REQUIREMENT
Pull every line holding the word "roads" from the data below and copy it.
---- SUPPLIED MATERIAL
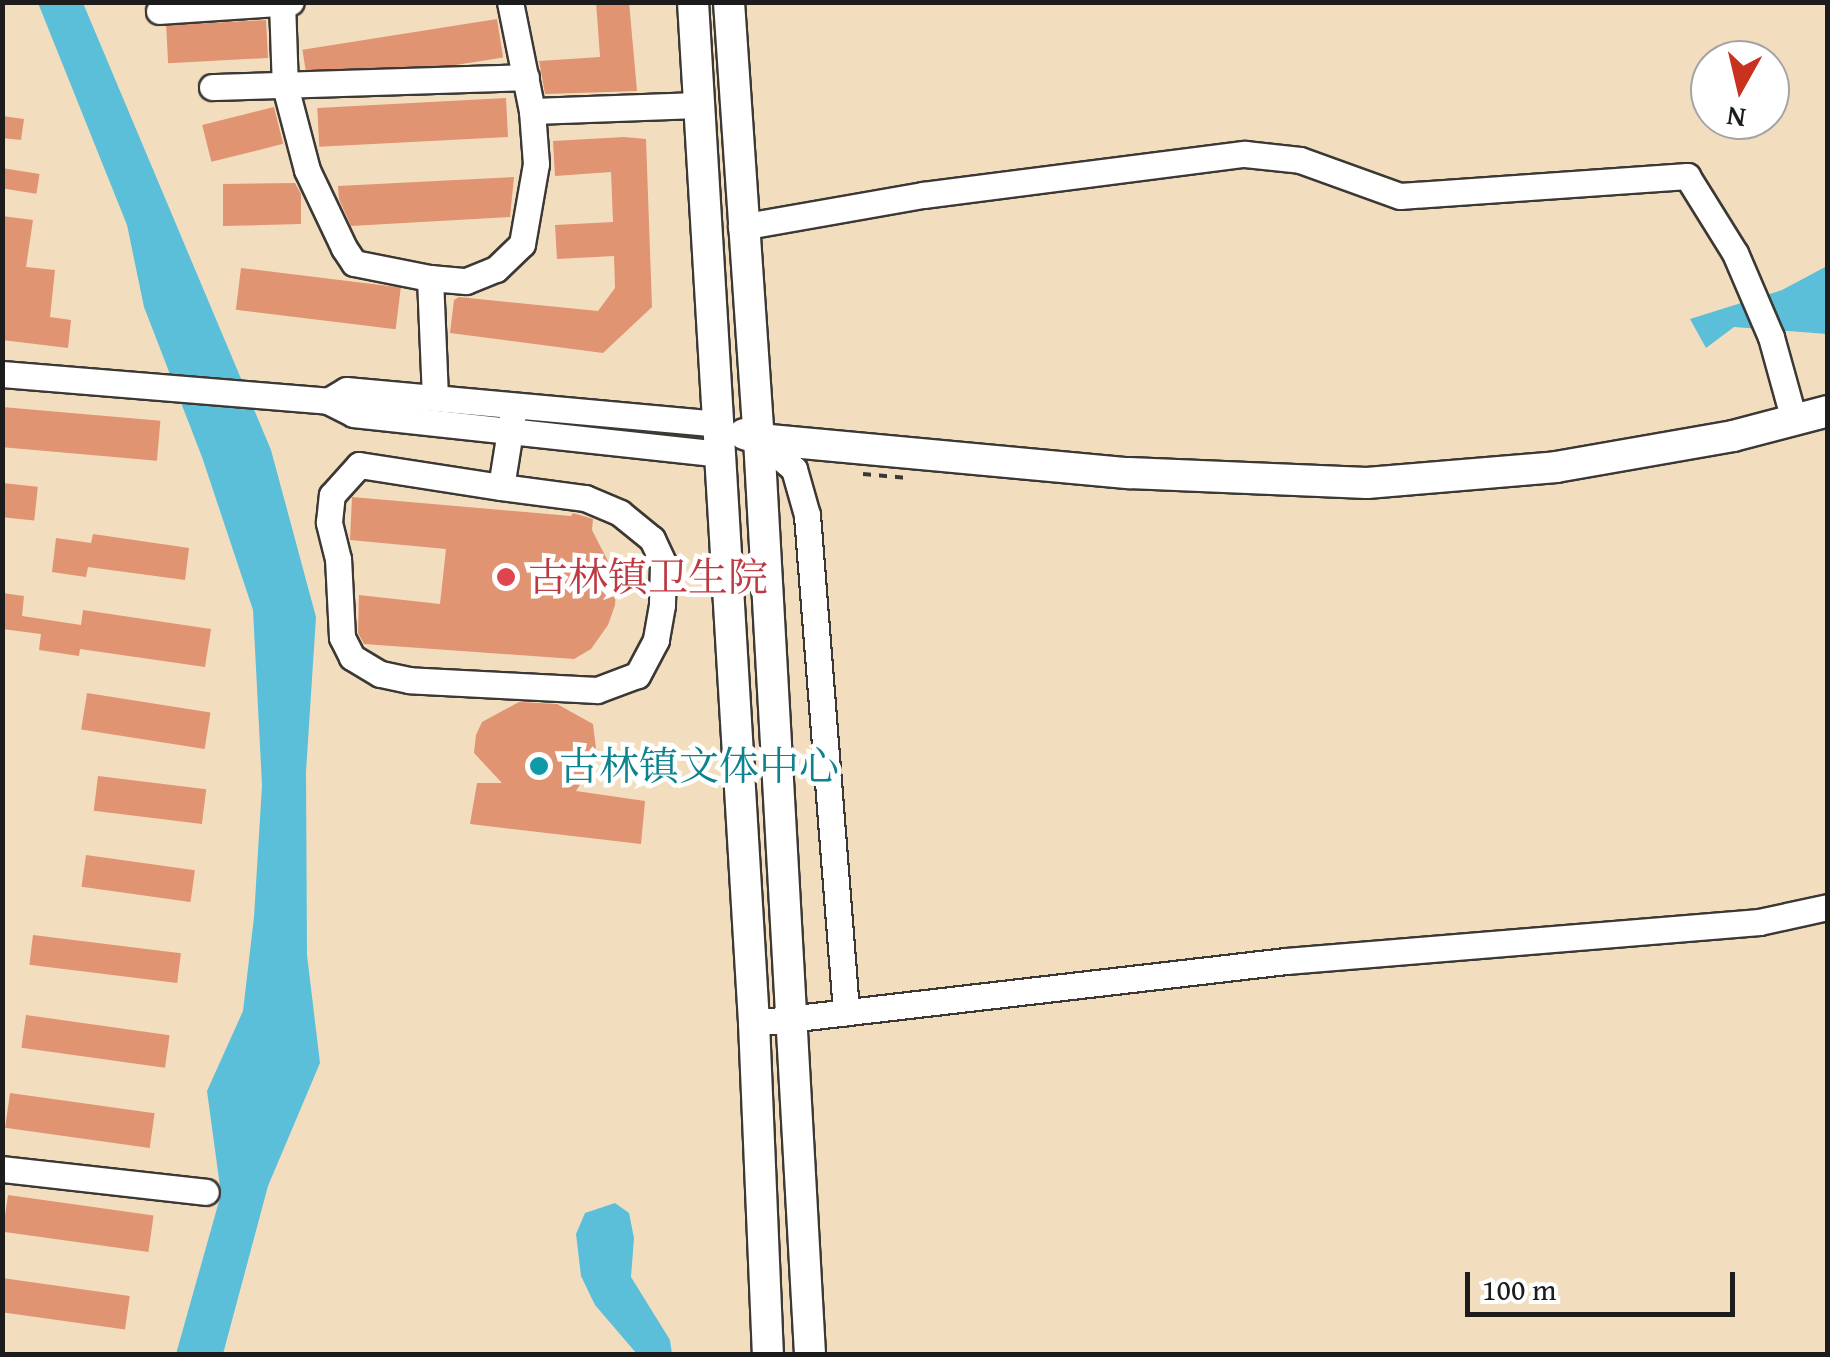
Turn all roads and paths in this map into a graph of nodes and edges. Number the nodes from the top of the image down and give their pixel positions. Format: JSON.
--------
---- SUPPLIED MATERIAL
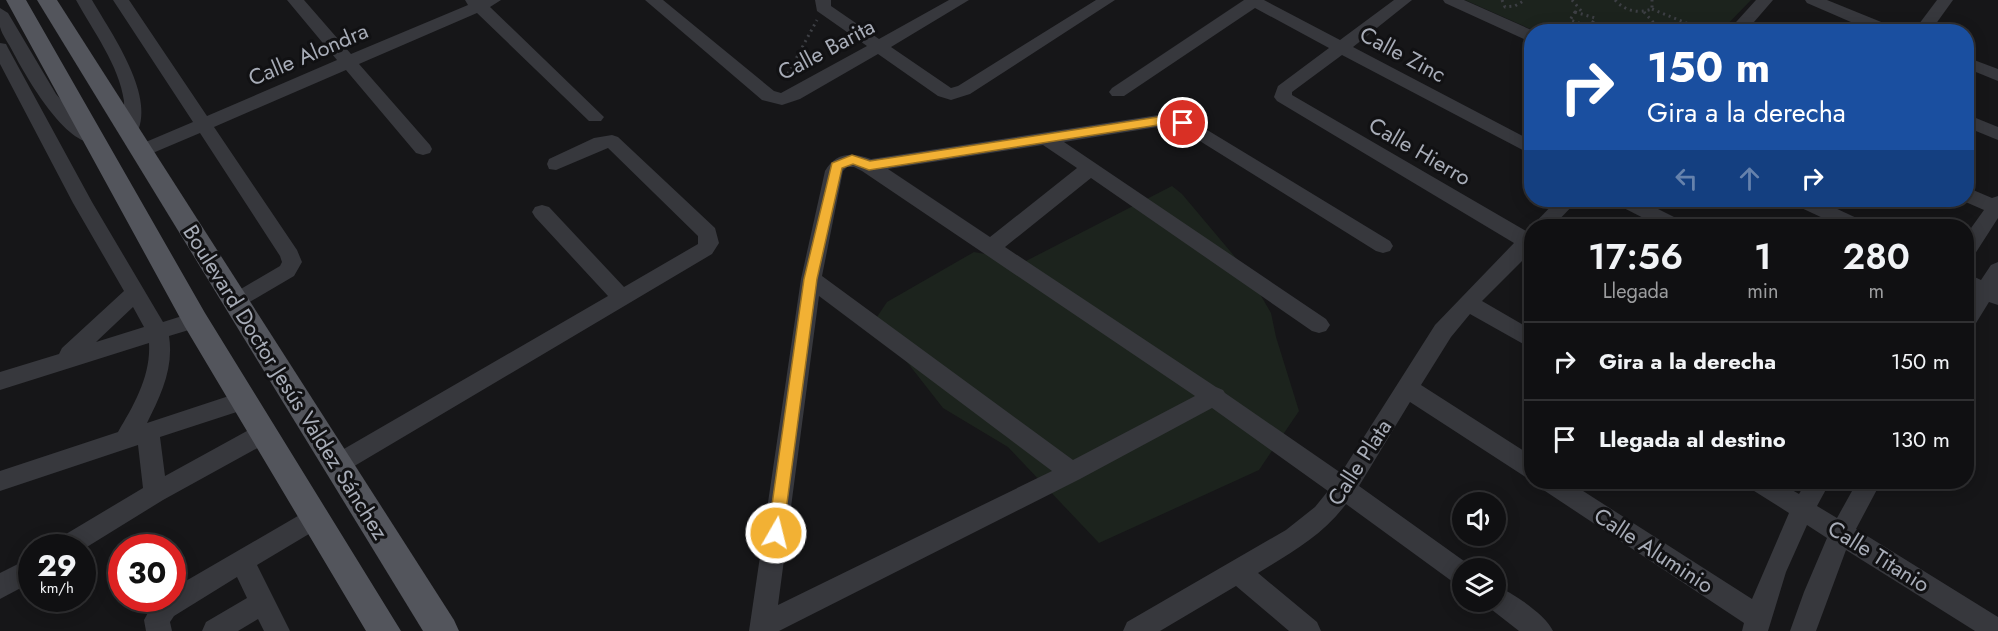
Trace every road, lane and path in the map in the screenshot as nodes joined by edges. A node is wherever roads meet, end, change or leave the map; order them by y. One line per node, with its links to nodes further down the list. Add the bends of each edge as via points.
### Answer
--------
RESULT OF THE TASK
Turn all roads and paths in this map into a graph of nodes and edges. Number the nodes from the top of the image down and give their pixel positions. Format: JSON.
Trace every road, lane and path in the map in the screenshot as nodes joined by edges. A node is wherever roads meet, end, change or leave the map; order them by y. One line per node, with its links to nodes further down the list. Add the bends of each edge as via points.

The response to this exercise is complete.